**DIRECTIONS:** When a line of the listing below has the string "dead" in it, copy that line.

**RECORDS FOR THE EXERCISE:**

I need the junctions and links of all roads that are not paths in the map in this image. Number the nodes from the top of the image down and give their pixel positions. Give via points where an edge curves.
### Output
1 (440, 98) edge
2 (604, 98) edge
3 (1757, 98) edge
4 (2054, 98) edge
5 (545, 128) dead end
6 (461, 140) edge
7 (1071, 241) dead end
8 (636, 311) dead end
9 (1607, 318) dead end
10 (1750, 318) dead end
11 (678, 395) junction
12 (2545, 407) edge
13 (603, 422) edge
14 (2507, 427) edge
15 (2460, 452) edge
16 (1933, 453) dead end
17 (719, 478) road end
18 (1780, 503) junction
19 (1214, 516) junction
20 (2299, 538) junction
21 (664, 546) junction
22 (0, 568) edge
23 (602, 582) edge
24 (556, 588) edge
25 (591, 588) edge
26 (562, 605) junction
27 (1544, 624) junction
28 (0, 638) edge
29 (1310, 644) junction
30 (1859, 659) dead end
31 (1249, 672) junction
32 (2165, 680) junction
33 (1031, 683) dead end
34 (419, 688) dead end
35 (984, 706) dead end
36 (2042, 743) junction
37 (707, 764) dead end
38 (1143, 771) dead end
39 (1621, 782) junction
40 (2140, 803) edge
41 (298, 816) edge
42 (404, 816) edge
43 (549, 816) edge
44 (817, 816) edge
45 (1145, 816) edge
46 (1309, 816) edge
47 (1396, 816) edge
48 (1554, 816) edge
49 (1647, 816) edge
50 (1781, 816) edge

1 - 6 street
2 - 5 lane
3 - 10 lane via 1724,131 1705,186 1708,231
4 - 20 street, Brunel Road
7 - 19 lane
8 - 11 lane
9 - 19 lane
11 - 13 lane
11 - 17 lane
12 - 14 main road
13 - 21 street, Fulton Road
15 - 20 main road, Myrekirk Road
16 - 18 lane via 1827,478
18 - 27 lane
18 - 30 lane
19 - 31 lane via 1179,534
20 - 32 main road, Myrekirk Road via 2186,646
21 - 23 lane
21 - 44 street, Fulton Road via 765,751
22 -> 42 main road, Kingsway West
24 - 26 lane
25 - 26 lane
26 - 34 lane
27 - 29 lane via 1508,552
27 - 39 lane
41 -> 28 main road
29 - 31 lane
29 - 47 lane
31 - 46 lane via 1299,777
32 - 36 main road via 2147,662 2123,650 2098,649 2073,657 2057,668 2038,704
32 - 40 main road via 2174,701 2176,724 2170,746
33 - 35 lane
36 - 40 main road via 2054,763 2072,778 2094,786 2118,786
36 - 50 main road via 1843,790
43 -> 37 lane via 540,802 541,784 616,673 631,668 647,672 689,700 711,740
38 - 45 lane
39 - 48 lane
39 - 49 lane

**FINAL ANSWER:**
5 (545, 128) dead end
7 (1071, 241) dead end
8 (636, 311) dead end
9 (1607, 318) dead end
10 (1750, 318) dead end
16 (1933, 453) dead end
30 (1859, 659) dead end
33 (1031, 683) dead end
34 (419, 688) dead end
35 (984, 706) dead end
37 (707, 764) dead end
38 (1143, 771) dead end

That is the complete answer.